(Beginning of INFORMATION SHOWN)

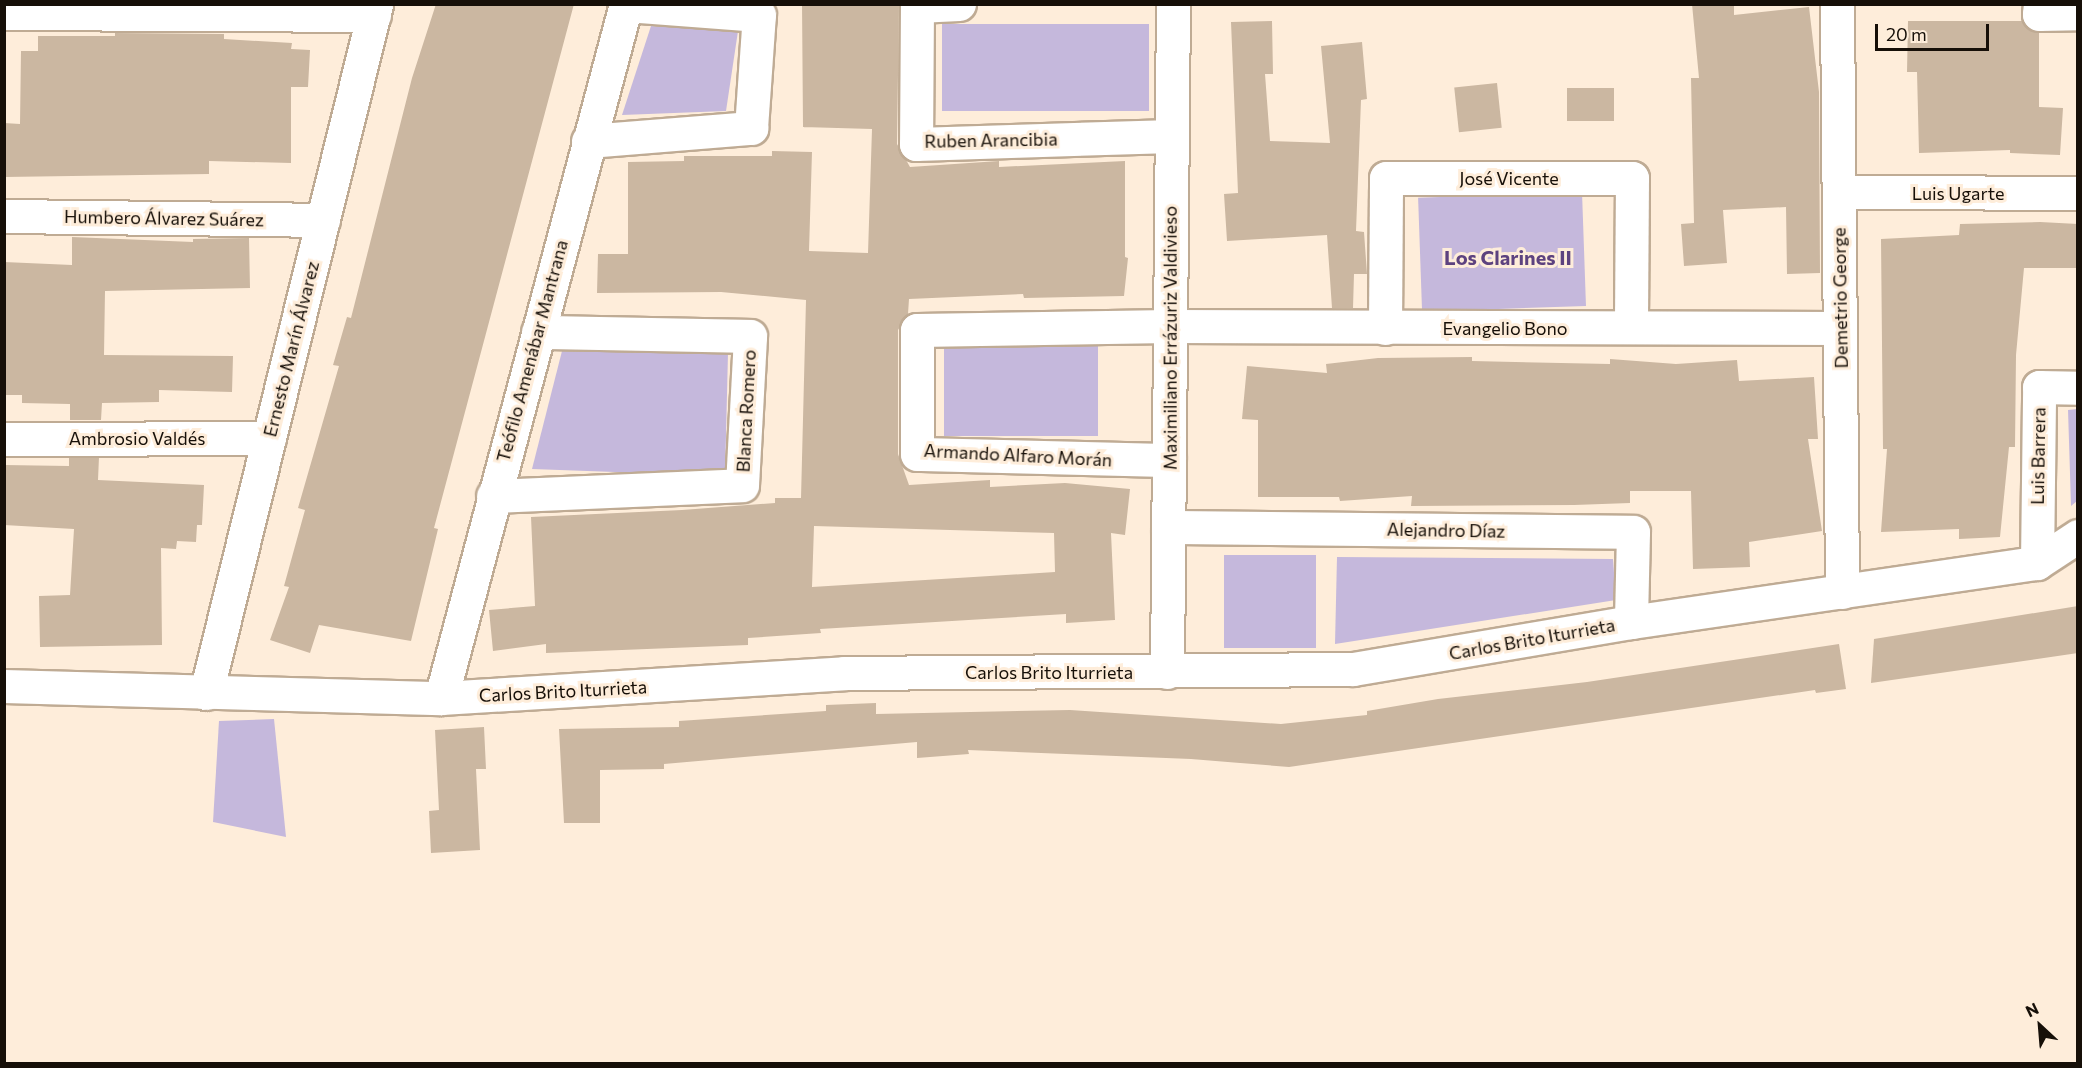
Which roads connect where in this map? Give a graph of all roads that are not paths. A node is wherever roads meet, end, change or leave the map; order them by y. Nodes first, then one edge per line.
1 (958, 4) edge
2 (1173, 4) edge
3 (1837, 4) edge
4 (2040, 4) edge
5 (626, 5) edge
6 (375, 10) edge
7 (4, 13) edge
8 (2078, 13) edge
9 (1172, 136) junction
10 (588, 141) junction
11 (1839, 192) junction
12 (2078, 193) edge
13 (4, 216) edge
14 (323, 220) junction
15 (1170, 326) junction
16 (1631, 327) junction
17 (1385, 328) junction
18 (1840, 328) junction
19 (538, 332) junction
20 (2078, 388) edge
21 (269, 438) junction
22 (4, 439) edge
23 (1169, 460) junction
24 (493, 496) junction
25 (1168, 527) junction
26 (2078, 536) edge
27 (2037, 563) junction
28 (1842, 592) junction
29 (1631, 622) junction
30 (1167, 672) junction
31 (4, 686) edge
32 (206, 693) junction
33 (441, 698) junction

1 - 9 street, Ruben Arancibia
2 - 9 street, Maximiliano Errázuriz Valdivieso
3 - 11 street, Demetrio George
4 - 8 street
5 - 10 street, Teófilo Amenábar Mantrana
5 - 10 street
6 - 7 street
6 - 14 street, Ernesto Marín Álvarez
9 - 15 street, Maximiliano Errázuriz Valdivieso
10 - 19 street, Teófilo Amenábar Mantrana
11 - 12 street, Luis Ugarte
11 - 18 street, Demetrio George
13 - 14 street, Humbero Álvarez Suárez
14 - 21 street, Ernesto Marín Álvarez
15 - 17 street, Evangelio Bono
15 - 23 street, Maximiliano Errázuriz Valdivieso
15 - 23 street, Armando Alfaro Morán
16 - 17 street, Evangelio Bono
16 - 17 street, José Vicente
16 - 18 street, Evangelio Bono
18 - 28 street, Demetrio George
19 - 24 street, Teófilo Amenábar Mantrana
19 - 24 street, Blanca Romero
20 - 27 street, Luis Barrera
21 - 22 street, Ambrosio Valdés
21 - 32 street, Ernesto Marín Álvarez
23 - 25 street, Maximiliano Errázuriz Valdivieso
24 - 33 street, Teófilo Amenábar Mantrana
25 - 29 street, Alejandro Díaz
25 - 30 street, Maximiliano Errázuriz Valdivieso
26 - 27 street, Carlos Brito Iturrieta
27 - 28 street, Carlos Brito Iturrieta
28 - 29 street, Carlos Brito Iturrieta
29 - 30 street, Carlos Brito Iturrieta
30 - 33 street, Carlos Brito Iturrieta
31 - 32 street, Carlos Brito Iturrieta
32 - 33 street, Carlos Brito Iturrieta

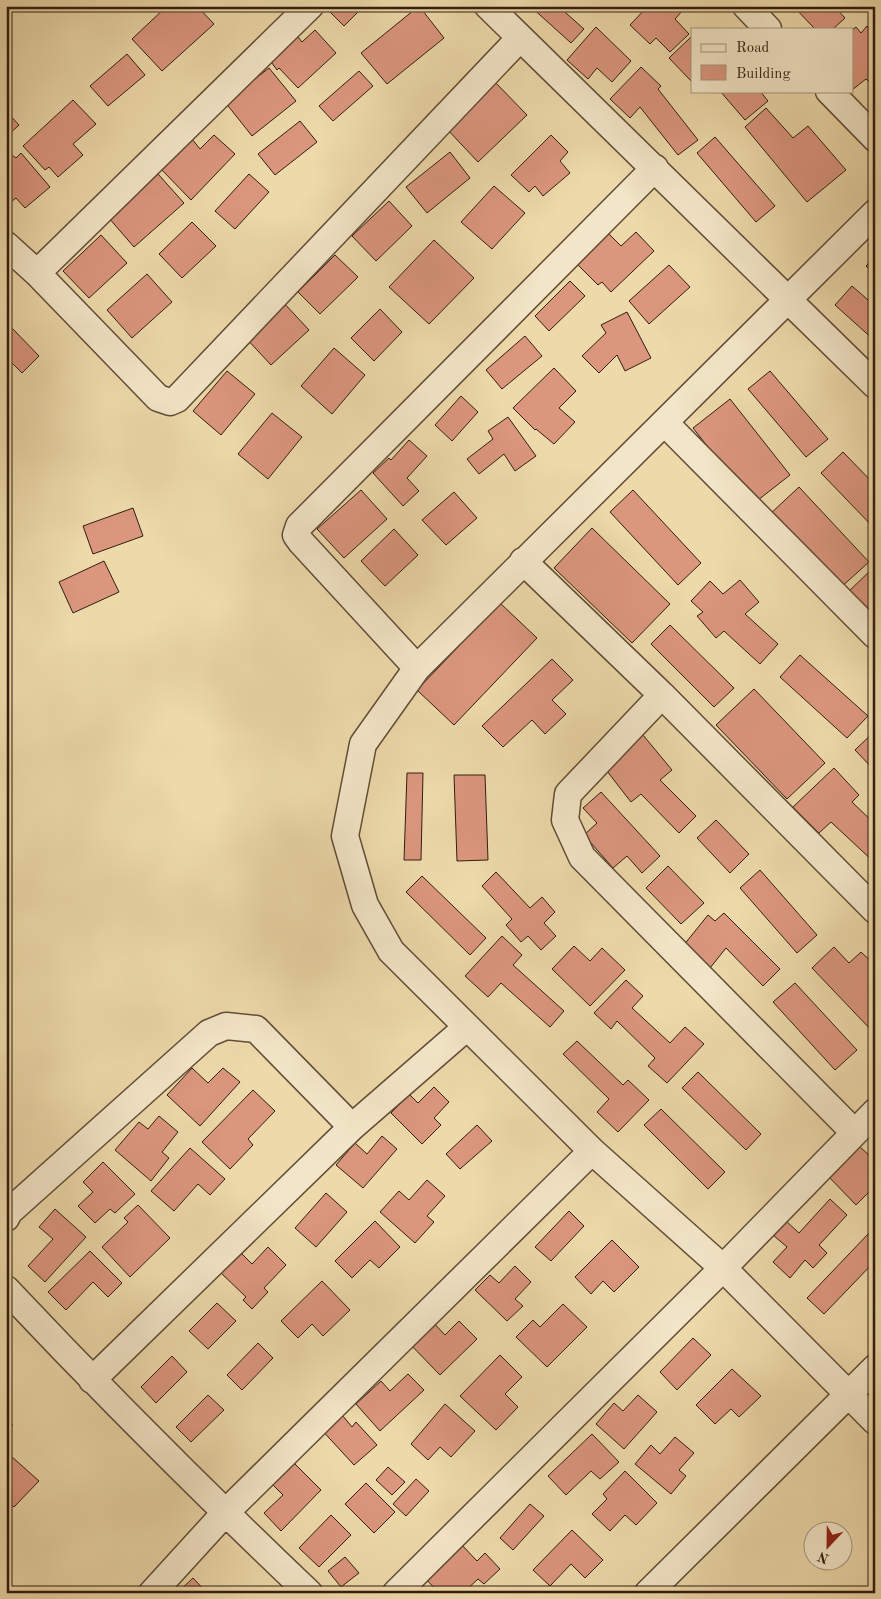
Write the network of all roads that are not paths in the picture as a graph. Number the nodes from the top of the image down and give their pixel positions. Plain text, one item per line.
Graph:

(End of INFORMATION SHOWN)

WHAT THE EXERCISE ASKS >>
All lines above are to be restated word for word, with pictures excluded.

OUTPUT OF THE EXERCISE >>
Which roads connect where in this map? Give a graph of all roads that are not paths. A node is wherever roads meet, end, change or leave the map; order them by y. Nodes first, then one edge per line.
1 (958, 4) edge
2 (1173, 4) edge
3 (1837, 4) edge
4 (2040, 4) edge
5 (626, 5) edge
6 (375, 10) edge
7 (4, 13) edge
8 (2078, 13) edge
9 (1172, 136) junction
10 (588, 141) junction
11 (1839, 192) junction
12 (2078, 193) edge
13 (4, 216) edge
14 (323, 220) junction
15 (1170, 326) junction
16 (1631, 327) junction
17 (1385, 328) junction
18 (1840, 328) junction
19 (538, 332) junction
20 (2078, 388) edge
21 (269, 438) junction
22 (4, 439) edge
23 (1169, 460) junction
24 (493, 496) junction
25 (1168, 527) junction
26 (2078, 536) edge
27 (2037, 563) junction
28 (1842, 592) junction
29 (1631, 622) junction
30 (1167, 672) junction
31 (4, 686) edge
32 (206, 693) junction
33 (441, 698) junction

1 - 9 street, Ruben Arancibia
2 - 9 street, Maximiliano Errázuriz Valdivieso
3 - 11 street, Demetrio George
4 - 8 street
5 - 10 street, Teófilo Amenábar Mantrana
5 - 10 street
6 - 7 street
6 - 14 street, Ernesto Marín Álvarez
9 - 15 street, Maximiliano Errázuriz Valdivieso
10 - 19 street, Teófilo Amenábar Mantrana
11 - 12 street, Luis Ugarte
11 - 18 street, Demetrio George
13 - 14 street, Humbero Álvarez Suárez
14 - 21 street, Ernesto Marín Álvarez
15 - 17 street, Evangelio Bono
15 - 23 street, Maximiliano Errázuriz Valdivieso
15 - 23 street, Armando Alfaro Morán
16 - 17 street, Evangelio Bono
16 - 17 street, José Vicente
16 - 18 street, Evangelio Bono
18 - 28 street, Demetrio George
19 - 24 street, Teófilo Amenábar Mantrana
19 - 24 street, Blanca Romero
20 - 27 street, Luis Barrera
21 - 22 street, Ambrosio Valdés
21 - 32 street, Ernesto Marín Álvarez
23 - 25 street, Maximiliano Errázuriz Valdivieso
24 - 33 street, Teófilo Amenábar Mantrana
25 - 29 street, Alejandro Díaz
25 - 30 street, Maximiliano Errázuriz Valdivieso
26 - 27 street, Carlos Brito Iturrieta
27 - 28 street, Carlos Brito Iturrieta
28 - 29 street, Carlos Brito Iturrieta
29 - 30 street, Carlos Brito Iturrieta
30 - 33 street, Carlos Brito Iturrieta
31 - 32 street, Carlos Brito Iturrieta
32 - 33 street, Carlos Brito Iturrieta

Write the network of all roads that are not paths in the picture as a graph. Number the nodes from the top of the image down and give their pixel positions. Plain text, one item per line.
Graph:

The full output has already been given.